1、加入染色工作液后，由于溶液蒸发或其它未知原因等因素，可能会有结晶形成而影响观察和拍摄照片，此时建议吸除染色工作液，加入适量70%乙醇进行洗涤，70%乙醇可在短时间内溶解结晶，待结晶溶解消失后再更换成PBS或生理盐水。70%乙醇的洗涤对染色效果没有任何影响。

2、在石蜡包埋的过程中，温度、固定液等因素可能会导致β-半乳糖苷酶失活，从而造成染色失败，因此本实验不建议用于石蜡切片的衰老检测。如果一定要用于石蜡切片的检测，建议自行对实验条件进行一定的优化。

3、β-半乳糖苷酶染色固定液对人体有毒、有腐蚀性，操作时请特别小心，并注意有效防护以避免直接接触人体或吸入体内。

4、X-Gal溶液在-20ºC或4ºC保存会冻结，室温或37ºC水浴2-5分钟并适当摇动即可完全融解。

5、细胞衰老β-半乳糖苷酶染色反应依赖于特定的pH条件，不能在二氧化碳培养箱中进行染色反应。用于细胞培养的二氧化碳培养箱中较高浓度的二氧化碳会影响染色工作液的pH值，而导致染色失败。

6、试剂解冻后或使用前如果有沉淀，必须在使用前确保沉淀全部溶解。β-半乳糖苷酶染色液B刚从试剂盒中取出时，管底可能存在少量沉淀，属正常现象，充分混匀或Vortex后，沉淀会全部溶解，并须确保在全部溶解后使用。配制染色工作液时，也可能有少量絮状沉淀出现，震荡混匀后就会完全溶解，且须确保全部溶解后才能使用。
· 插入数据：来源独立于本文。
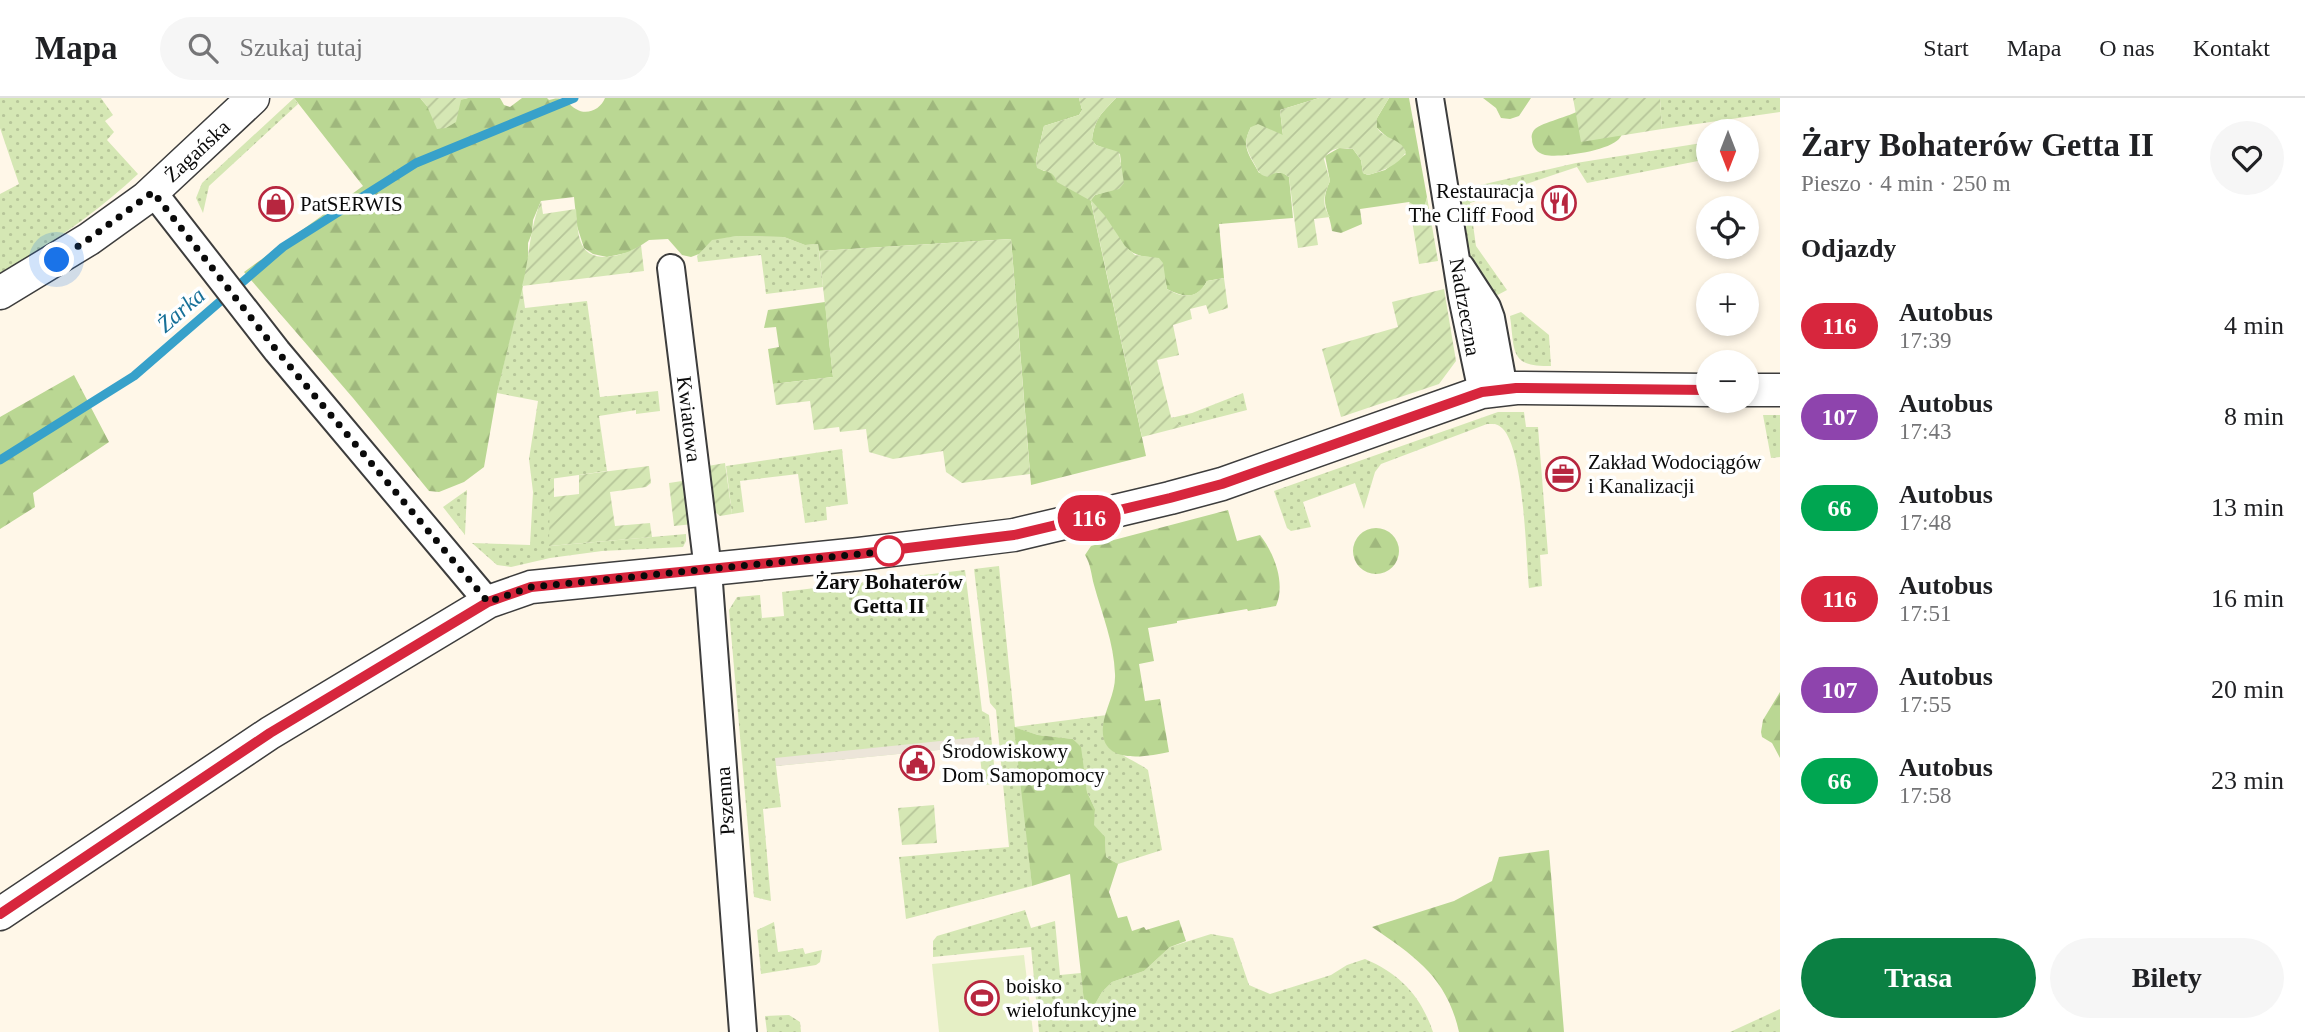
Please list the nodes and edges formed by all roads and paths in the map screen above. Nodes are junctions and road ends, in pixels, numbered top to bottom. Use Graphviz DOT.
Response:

7、使用96孔板等多孔板进行检测时，如果孵育过夜容易产生所谓的“边缘效应”(edge effect)，即多孔板四周的孔由于和外界最直接接触，易受外界环境影响，其中最明显的是四周细胞培养孔的蒸发效应。边缘效应会导致细胞生长不均匀、细胞分布不均一、培养液体积不一致、培养液中相关成分的浓度、pH值不一致。建议采取以下方法避免96孔板等多孔板的边缘效应：避免孵育过长时间，以避免蒸发等带来的边缘效应；弃用边缘孔并在弃用的边缘孔中加入等量的水、PBS或其他适当溶液；在多孔板非孔的凹陷处加入适量的水或其他适当溶液；将整块板放在湿盒中；使用防挥发盖；在实验设计时，实验样品最好进行随机分配，不要将某一组样品固定放在某个位置而引入可能的系统性误差。